- [WORKING DATA]:
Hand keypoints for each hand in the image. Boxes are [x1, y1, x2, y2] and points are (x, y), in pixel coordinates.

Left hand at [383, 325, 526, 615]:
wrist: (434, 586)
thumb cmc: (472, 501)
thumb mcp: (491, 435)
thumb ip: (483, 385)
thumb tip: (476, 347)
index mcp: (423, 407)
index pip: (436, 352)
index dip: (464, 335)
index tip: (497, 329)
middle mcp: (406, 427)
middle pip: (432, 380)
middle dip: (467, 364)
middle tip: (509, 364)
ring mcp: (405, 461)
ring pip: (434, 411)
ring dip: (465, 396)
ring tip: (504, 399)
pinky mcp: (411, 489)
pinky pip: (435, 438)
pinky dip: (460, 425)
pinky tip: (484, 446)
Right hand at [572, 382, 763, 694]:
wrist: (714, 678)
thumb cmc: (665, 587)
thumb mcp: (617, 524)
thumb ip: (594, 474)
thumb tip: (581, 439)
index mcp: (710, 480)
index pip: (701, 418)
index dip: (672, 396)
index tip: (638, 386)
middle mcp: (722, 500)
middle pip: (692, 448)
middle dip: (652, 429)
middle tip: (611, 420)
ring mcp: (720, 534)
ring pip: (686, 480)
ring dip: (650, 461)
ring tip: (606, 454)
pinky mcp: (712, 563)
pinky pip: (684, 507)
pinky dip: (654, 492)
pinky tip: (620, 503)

---

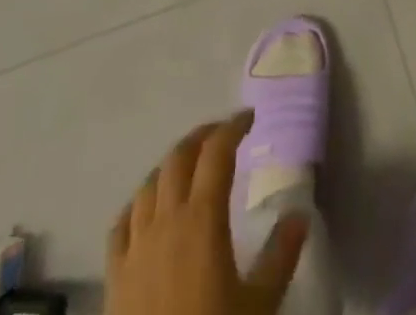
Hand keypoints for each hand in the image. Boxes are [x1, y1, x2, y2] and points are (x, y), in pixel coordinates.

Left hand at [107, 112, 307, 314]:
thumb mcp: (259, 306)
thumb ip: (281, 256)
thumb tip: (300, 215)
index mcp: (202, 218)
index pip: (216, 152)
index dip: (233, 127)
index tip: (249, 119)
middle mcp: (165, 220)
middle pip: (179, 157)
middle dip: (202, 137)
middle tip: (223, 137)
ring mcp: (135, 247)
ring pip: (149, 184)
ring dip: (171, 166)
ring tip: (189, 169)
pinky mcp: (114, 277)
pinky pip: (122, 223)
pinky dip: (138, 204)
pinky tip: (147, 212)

- [EXERCISE OBJECTIVE]: Give back exactly the lines above, from the line containing "index tip: (638, 386)" through the line containing "pinky tip: (620, 503)", with both end lines and nothing more.

- [RESPONSE TO THIS TASK]:
index tip: (638, 386)
middle mcp: (722, 500)
middle pip: (692, 448)
middle dip: (652, 429)
middle tip: (611, 420)
ring mcp: (720, 534)
ring pip: (686, 480)
ring dip: (650, 461)
ring tip: (606, 454)
pinky mcp: (712, 563)
pinky pip: (684, 507)
pinky dip: (654, 492)
pinky tip: (620, 503)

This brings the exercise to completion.